Data for analysis START

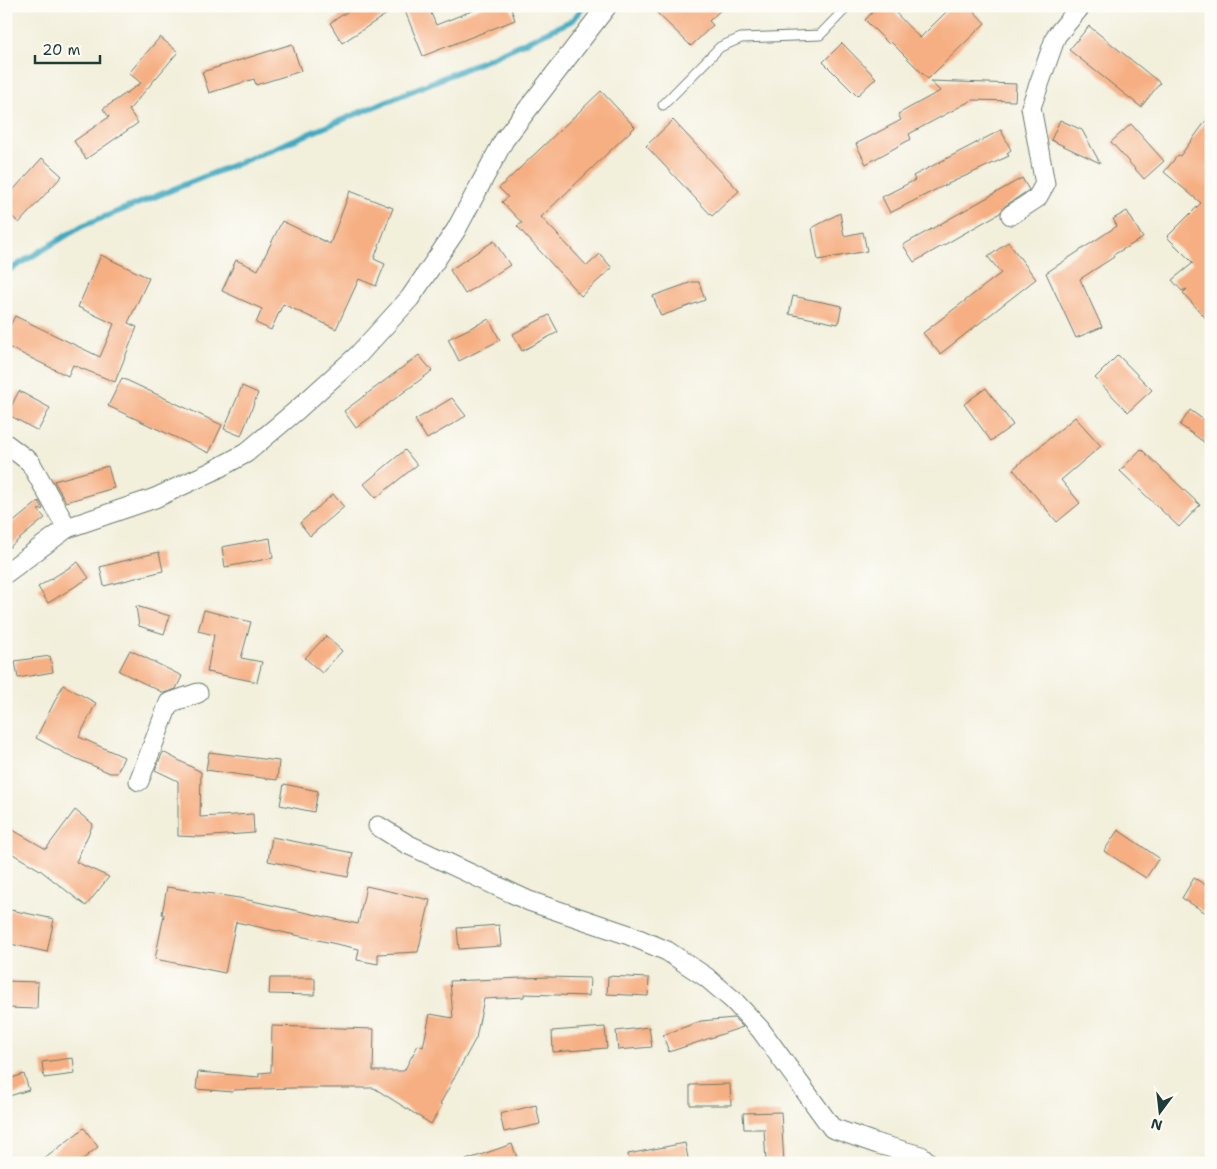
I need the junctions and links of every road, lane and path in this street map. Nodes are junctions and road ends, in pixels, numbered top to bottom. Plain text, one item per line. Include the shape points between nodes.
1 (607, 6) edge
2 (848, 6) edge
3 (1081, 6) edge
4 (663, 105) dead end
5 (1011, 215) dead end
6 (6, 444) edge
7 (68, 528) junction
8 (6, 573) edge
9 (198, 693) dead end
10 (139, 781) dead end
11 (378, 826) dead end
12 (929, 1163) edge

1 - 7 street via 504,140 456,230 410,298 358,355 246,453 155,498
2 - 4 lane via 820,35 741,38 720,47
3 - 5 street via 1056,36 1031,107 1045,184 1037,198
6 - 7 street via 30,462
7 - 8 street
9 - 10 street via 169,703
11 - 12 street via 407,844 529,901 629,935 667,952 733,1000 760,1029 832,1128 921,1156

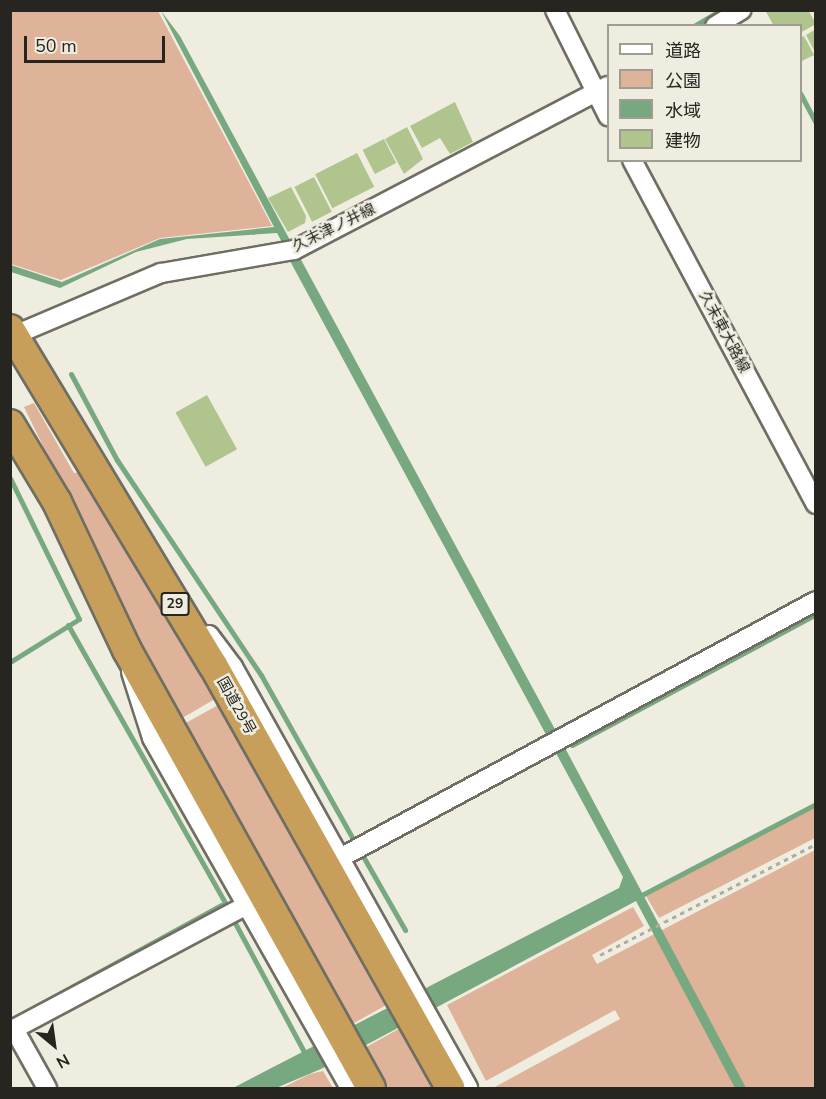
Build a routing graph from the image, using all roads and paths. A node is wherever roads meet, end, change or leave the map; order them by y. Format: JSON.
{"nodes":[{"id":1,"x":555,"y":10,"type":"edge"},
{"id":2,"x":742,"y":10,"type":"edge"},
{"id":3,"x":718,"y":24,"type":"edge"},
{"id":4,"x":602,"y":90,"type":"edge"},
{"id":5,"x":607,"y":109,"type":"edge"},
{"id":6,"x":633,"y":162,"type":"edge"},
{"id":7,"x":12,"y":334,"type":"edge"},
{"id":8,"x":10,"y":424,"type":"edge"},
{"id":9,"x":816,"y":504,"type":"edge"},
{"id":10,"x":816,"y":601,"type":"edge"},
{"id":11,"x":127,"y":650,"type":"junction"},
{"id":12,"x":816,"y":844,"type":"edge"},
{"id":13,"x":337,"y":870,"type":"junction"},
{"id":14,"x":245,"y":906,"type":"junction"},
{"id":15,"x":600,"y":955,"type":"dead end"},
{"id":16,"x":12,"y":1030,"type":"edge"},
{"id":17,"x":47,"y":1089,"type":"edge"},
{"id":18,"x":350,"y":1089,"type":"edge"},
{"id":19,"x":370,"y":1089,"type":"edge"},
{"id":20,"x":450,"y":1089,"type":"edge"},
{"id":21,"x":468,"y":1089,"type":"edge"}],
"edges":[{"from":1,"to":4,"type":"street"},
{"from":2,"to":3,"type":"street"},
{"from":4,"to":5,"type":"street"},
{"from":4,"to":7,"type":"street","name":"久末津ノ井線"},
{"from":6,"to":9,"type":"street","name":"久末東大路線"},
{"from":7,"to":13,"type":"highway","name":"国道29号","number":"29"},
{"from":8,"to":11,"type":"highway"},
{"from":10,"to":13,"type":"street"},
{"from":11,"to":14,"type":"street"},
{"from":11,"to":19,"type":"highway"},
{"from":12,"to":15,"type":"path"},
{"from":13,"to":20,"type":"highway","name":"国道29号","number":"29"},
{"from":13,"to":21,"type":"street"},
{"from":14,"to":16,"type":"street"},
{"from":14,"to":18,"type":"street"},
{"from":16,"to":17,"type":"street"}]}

Data for analysis END

Exercise:
Would you retype the listing above exactly, omitting its pictures?

Worked solution:
I need the junctions and links of every road, lane and path in this street map. Nodes are junctions and road ends, in pixels, numbered top to bottom. Plain text, one item per line. Include the shape points between nodes.
1 (607, 6) edge
2 (848, 6) edge
3 (1081, 6) edge
4 (663, 105) dead end
5 (1011, 215) dead end
6 (6, 444) edge
7 (68, 528) junction
8 (6, 573) edge
9 (198, 693) dead end
10 (139, 781) dead end
11 (378, 826) dead end
12 (929, 1163) edge

1 - 7 street via 504,140 456,230 410,298 358,355 246,453 155,498
2 - 4 lane via 820,35 741,38 720,47
3 - 5 street via 1056,36 1031,107 1045,184 1037,198
6 - 7 street via 30,462
7 - 8 street
9 - 10 street via 169,703
11 - 12 street via 407,844 529,901 629,935 667,952 733,1000 760,1029 832,1128 921,1156

Build a routing graph from the image, using all roads and paths. A node is wherever roads meet, end, change or leave the map; order them by y. Format: JSON.
{"nodes":[{"id":1,"x":555,"y":10,"type":"edge"},
{"id":2,"x":742,"y":10,"type":"edge"},
{"id":3,"x":718,"y":24,"type":"edge"},
{"id":4,"x":602,"y":90,"type":"edge"},
{"id":5,"x":607,"y":109,"type":"edge"},
{"id":6,"x":633,"y":162,"type":"edge"},
{"id":7,"x":12,"y":334,"type":"edge"},
{"id":8,"x":10,"y":424,"type":"edge"},
{"id":9,"x":816,"y":504,"type":"edge"},
{"id":10,"x":816,"y":601,"type":"edge"},
{"id":11,"x":127,"y":650,"type":"junction"},
{"id":12,"x":816,"y":844,"type":"edge"},
{"id":13,"x":337,"y":870,"type":"junction"},
{"id":14,"x":245,"y":906,"type":"junction"},
{"id":15,"x":600,"y":955,"type":"dead end"},
{"id":16,"x":12,"y":1030,"type":"edge"},
{"id":17,"x":47,"y":1089,"type":"edge"},
{"id":18,"x":350,"y":1089,"type":"edge"},
{"id":19,"x":370,"y":1089,"type":"edge"},
{"id":20,"x":450,"y":1089,"type":"edge"},
{"id":21,"x":468,"y":1089,"type":"edge"}],
"edges":[{"from":1,"to":4,"type":"street"},
{"from":2,"to":3,"type":"street"},
{"from":4,"to":5,"type":"street"},
{"from":4,"to":7,"type":"street","name":"久末津ノ井線"},
{"from":6,"to":9,"type":"street","name":"久末東大路線"},
{"from":7,"to":13,"type":"highway","name":"国道29号","number":"29"},
{"from":8,"to":11,"type":"highway"},
{"from":10,"to":13,"type":"street"},
{"from":11,"to":14,"type":"street"},
{"from":11,"to":19,"type":"highway"},
{"from":12,"to":15,"type":"path"},
{"from":13,"to":20,"type":"highway","name":"国道29号","number":"29"},
{"from":13,"to":21,"type":"street"},
{"from":14,"to":16,"type":"street"},
{"from":14,"to":18,"type":"street"},
{"from":16,"to":17,"type":"street"}]}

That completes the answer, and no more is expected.